For Francis Martin also it is the understanding of God's action among believers, in the historical Jesus Christ, that is the "touchstone of revelation".[5]  For him the "'place' of revelation is always in an ekklesia that is apostolic and not in a text or tradition".[6]  But the key word there is "apostolic".  He does not accept the distinction Fiorenza draws between "ekklesia of women" and "the Bible or tradition of a patriarchal church", and he simply assumes that the biblical text is "privileged expression and transmitting instrument of revelation".[7]

The complexities and theoretical character of such arguments makes it easy to understand why Kwok Pui Lan asserts that "people of the Third World are not interested in the revelational truth of the Bible."  They ask whether it can help in the global struggle for liberation.[8]  She is a sympathetic commentator on Fiorenza through cautious Third World eyes and for her the critical principle for interpretation lies not in the Bible itself but in the community of women and men who read the Bible and through their "dialogical imagination" appropriate it for their own liberation.[9]  Her description of Asian theologians using their "dialogical imagination" to see how biblical tradition can address burning questions of today is an application of Fiorenza's model of Bible as "prototype".  This means that Fiorenza does not only interpret the text in its original context, but opens the possibility of examining the meaning for today in different contexts.  For example, Kwok finds the root model of the "discipleship of equals" an empowering perspective in the conservative Asian climate where "proof texts" are influential in oppressing women in church and society.[10]

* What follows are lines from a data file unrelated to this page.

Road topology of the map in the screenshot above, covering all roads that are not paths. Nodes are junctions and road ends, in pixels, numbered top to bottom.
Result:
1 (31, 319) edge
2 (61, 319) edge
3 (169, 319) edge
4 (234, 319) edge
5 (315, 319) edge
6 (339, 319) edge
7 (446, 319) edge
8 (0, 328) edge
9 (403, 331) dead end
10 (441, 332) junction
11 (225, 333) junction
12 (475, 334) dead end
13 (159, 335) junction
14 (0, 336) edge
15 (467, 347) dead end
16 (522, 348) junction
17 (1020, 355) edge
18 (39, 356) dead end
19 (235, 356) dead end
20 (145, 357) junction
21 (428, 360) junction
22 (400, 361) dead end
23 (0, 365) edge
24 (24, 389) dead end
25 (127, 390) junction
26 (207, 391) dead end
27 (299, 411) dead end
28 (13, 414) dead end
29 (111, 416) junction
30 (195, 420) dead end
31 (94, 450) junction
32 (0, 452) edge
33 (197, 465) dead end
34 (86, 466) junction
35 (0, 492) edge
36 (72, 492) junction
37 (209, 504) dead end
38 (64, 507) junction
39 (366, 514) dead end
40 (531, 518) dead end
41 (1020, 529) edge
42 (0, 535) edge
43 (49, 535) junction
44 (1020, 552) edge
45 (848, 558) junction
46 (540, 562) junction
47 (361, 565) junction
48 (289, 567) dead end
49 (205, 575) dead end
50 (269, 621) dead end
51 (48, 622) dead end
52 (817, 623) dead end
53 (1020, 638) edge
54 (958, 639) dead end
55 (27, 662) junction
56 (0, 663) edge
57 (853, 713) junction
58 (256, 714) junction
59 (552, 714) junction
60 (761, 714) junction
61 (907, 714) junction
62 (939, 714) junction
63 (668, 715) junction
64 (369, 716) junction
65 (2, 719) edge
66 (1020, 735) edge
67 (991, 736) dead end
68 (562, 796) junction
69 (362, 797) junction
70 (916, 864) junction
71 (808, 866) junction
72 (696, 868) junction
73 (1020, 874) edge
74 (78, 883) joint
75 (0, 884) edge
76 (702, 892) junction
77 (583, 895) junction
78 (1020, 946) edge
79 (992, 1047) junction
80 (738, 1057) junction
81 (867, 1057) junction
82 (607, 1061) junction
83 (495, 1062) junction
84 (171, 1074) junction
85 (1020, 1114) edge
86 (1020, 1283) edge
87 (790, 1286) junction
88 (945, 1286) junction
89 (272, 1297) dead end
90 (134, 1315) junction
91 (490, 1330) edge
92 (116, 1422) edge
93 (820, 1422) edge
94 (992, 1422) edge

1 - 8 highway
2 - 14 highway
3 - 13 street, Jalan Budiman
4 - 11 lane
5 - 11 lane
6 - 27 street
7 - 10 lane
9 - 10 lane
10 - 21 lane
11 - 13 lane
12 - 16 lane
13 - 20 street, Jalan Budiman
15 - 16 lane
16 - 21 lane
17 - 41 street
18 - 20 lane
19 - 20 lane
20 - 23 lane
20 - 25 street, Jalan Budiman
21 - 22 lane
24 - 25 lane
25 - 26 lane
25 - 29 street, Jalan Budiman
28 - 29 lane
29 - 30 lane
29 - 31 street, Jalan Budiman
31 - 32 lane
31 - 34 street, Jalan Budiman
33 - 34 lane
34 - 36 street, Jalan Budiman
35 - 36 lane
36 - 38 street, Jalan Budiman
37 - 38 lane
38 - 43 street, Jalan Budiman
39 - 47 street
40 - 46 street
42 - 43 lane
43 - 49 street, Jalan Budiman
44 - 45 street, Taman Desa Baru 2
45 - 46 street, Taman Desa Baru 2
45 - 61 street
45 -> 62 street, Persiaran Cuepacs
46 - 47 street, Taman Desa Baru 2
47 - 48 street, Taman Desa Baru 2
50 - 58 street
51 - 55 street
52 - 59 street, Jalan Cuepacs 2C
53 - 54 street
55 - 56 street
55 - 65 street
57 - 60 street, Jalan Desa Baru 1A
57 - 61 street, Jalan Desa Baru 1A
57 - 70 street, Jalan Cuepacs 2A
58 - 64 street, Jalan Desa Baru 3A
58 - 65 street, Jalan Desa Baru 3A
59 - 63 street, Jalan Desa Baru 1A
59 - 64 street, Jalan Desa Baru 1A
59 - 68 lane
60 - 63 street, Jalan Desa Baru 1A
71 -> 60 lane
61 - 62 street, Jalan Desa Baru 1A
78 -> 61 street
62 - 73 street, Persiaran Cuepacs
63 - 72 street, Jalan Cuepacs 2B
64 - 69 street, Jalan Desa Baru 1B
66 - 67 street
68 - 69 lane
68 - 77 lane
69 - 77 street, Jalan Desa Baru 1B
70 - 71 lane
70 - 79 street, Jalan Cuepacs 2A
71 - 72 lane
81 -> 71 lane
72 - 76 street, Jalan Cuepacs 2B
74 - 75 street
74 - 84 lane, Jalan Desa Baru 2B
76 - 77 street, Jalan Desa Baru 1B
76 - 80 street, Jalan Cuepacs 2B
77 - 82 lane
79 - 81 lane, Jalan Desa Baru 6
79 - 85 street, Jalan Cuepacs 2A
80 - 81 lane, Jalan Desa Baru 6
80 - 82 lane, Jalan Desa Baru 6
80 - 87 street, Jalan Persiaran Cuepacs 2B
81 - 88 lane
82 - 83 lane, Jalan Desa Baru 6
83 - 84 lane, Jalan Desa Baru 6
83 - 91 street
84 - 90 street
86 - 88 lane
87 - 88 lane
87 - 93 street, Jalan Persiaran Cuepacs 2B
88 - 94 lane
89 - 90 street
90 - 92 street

Kwok's position also shows that when Fiorenza treats the interpretation of the Bible in the light of reconstructed history as revelatory she is adopting a praxis model of revelation rather than a propositional one.  This is a consistent position for a liberation theologian but puts the emphasis on the goal of revelation rather than the origin and content.  Martin rightly points out that Fiorenza does seem to restrict revelation to "an experience of God's sustaining presence in the struggle present and past of women for liberation."[11]

However it does not necessarily follow from this, as he suggests, that "To restrict revelation to a prototype for action or to an awareness of divine presence in struggle is to risk trivialising the human person."[12]  Martin seems to misunderstand it as somehow excluding the transformation of the mind of the knowing subject, when in fact the experience of struggle is likely to result in exactly that.  What is more of a problem is that Fiorenza concentrates in her reconstruction on one aspect of the life of Jesus and the early church for her model of liberation, to the exclusion of the arguably more liberating model of the cross and resurrection of Jesus.[13]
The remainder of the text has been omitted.